HOMILY EASTER SUNDAY 2022

Fr. Christopher Dillon OSB

Against the backdrop of the war in Eastern Europe, it seems almost obscene to shout, “Alleluia”, as Christians of the Western tradition are doing today. But the fact that we are doing so is itself an indication of the overwhelming importance of the day. After the solemn liturgical celebration of these past three days, during which we have marked, scene by scene, the drama of our being bought back from destruction at the price of God’s blood, if we can say that of the blood of Jesus Christ, we cannot withhold our rejoicing at the achievement of Jesus’ resurrection. We are celebrating nothing less than the defeat of death. From the moment of Jesus’ “return to the Father”, by means of his death, the phenomenon of death for all humankind has been changed irrevocably. Thenceforth, death is no more than the point of graduation from this temporal human manner of being to the fulness of life in God, however that is to be understood. This is the heart of the Good News of Christianity, the goal of the Incarnation of God in Jesus of Nazareth.
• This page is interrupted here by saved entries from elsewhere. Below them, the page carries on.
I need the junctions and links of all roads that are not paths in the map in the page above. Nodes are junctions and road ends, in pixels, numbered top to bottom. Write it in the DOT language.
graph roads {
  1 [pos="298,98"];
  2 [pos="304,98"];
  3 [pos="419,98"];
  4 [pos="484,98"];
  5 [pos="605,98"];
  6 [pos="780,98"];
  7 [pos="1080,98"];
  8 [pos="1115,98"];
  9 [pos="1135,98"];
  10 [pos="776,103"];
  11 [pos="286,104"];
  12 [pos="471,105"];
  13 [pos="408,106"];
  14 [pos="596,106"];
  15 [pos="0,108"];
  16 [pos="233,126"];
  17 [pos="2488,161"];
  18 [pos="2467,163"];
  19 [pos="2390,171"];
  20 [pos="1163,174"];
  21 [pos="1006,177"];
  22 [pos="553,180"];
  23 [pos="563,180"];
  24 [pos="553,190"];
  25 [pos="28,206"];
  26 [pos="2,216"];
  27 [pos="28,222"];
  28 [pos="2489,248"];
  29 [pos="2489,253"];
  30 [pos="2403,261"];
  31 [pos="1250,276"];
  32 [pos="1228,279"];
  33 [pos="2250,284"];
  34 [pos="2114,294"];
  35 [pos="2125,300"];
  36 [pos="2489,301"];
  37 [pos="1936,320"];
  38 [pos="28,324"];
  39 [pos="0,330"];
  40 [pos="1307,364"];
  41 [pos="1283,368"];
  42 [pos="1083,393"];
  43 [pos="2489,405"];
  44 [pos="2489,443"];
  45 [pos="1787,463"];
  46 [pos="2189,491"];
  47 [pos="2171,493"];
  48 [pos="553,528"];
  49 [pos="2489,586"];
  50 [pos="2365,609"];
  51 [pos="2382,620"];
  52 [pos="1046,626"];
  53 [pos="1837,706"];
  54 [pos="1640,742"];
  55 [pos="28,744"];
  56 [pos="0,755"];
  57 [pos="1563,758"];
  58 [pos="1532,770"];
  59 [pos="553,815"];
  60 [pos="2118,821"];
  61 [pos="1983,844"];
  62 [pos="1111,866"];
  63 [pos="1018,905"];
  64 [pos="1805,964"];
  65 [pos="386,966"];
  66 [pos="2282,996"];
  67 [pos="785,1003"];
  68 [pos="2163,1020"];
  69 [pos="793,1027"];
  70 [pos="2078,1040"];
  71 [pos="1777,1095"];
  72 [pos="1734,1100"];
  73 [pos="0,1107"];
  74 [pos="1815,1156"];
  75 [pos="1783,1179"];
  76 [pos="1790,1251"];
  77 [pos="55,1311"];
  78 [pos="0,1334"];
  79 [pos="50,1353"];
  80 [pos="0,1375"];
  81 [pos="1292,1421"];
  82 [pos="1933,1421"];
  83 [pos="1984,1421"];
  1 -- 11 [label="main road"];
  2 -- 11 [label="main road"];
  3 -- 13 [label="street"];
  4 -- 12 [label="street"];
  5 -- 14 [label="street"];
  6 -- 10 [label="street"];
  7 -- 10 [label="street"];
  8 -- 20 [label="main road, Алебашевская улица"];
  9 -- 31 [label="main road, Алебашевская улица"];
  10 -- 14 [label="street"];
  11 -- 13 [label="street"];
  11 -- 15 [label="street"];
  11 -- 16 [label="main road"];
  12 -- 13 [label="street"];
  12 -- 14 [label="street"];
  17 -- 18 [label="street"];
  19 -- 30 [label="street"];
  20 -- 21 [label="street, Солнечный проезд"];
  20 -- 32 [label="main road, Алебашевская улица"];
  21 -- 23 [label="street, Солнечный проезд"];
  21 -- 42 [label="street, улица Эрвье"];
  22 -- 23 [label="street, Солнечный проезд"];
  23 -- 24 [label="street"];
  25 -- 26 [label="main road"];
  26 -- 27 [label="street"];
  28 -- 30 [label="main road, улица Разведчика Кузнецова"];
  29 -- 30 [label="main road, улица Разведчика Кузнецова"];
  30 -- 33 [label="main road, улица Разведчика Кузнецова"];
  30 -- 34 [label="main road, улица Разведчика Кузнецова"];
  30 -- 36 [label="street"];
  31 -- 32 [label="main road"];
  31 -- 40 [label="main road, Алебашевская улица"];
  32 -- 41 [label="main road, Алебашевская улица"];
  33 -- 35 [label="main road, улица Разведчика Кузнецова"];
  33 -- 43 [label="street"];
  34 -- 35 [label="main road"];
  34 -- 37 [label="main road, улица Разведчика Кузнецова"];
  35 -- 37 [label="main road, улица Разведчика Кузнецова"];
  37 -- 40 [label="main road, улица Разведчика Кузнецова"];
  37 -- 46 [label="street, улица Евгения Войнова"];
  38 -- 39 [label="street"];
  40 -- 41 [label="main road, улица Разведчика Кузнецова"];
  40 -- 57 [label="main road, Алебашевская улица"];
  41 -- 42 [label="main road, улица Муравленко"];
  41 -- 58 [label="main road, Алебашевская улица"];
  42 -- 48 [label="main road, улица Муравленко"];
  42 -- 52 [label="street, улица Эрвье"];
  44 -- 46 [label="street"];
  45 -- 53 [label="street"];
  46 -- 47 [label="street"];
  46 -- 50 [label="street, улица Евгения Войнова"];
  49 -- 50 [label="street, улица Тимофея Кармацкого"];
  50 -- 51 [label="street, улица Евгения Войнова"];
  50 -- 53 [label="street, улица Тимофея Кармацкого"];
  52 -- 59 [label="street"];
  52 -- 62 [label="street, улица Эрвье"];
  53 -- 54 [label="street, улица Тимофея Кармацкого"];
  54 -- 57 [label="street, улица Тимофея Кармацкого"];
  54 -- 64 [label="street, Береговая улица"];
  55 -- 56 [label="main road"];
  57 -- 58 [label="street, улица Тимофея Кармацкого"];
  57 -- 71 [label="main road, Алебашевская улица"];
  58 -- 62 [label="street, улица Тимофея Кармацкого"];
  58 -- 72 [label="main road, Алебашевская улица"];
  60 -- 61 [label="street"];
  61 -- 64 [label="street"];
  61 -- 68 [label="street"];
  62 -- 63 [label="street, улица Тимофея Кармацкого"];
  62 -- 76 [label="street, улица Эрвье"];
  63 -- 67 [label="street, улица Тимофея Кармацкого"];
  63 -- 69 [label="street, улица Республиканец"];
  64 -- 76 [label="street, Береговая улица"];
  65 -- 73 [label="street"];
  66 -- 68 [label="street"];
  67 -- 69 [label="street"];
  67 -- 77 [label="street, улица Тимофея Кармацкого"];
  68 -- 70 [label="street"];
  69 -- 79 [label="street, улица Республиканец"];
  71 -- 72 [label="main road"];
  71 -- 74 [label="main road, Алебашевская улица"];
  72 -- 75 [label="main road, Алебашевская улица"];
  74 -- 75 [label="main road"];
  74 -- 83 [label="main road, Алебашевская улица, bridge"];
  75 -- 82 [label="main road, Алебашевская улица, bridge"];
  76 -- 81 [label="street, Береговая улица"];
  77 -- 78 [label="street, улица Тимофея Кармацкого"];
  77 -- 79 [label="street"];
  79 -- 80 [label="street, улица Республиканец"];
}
In our world of alternative facts, fake news and disinformation, you may well ask what it means to make this assertion of the resurrection of Jesus from death. It is a critical question and one that needs both to be asked and to be answered. Is the testimony of the self-styled “eye-witnesses” which we heard in the first reading sufficiently compelling? “We have eaten and drunk with him after his resurrection from the dead – and he has ordered us to proclaim this.” But what does “resurrection” mean? Read for yourselves the various accounts of the resurrected appearances of Jesus, in the different Gospels. Jesus’ rising was clearly not a raising from the death, as Lazarus had been raised, only to die again, at some later date. This was/is a physical rising from death, which allowed for eating and drinking; but also for appearing and disappearing, for a manner of being which exceeds our normal experience and description.

This testimony, we are told, was supported by the working of miracles and manifest heroism of those witnesses in martyrdom, later on. All of us here have been brought up to believe this testimony and to live accordingly, in the community of believers which we call the church. But, do we believe it? And if we do, how does our believing affect the way we live our lives, if at all?

These are questions which deserve responsible enquiry by every one of us. Indeed, the credibility and the future of the church in the West depends on the quality of our engagement with them.

The synodal process on which we are struggling to embark offers an obvious opportunity to address them and the many other matters which follow from them. We need to inform ourselves of the real issues in the community of believers, men and women – more women than men, don’t forget – and to hold our leaders in the church to account both in what they teach and in how they live.

All this makes us an Easter people, involving engagement and hard work, but always in the certain knowledge that the Spirit of God which Jesus breathed into the world is with and within us. We have good news to share and good news to live by: Christ is risen, Alleluia!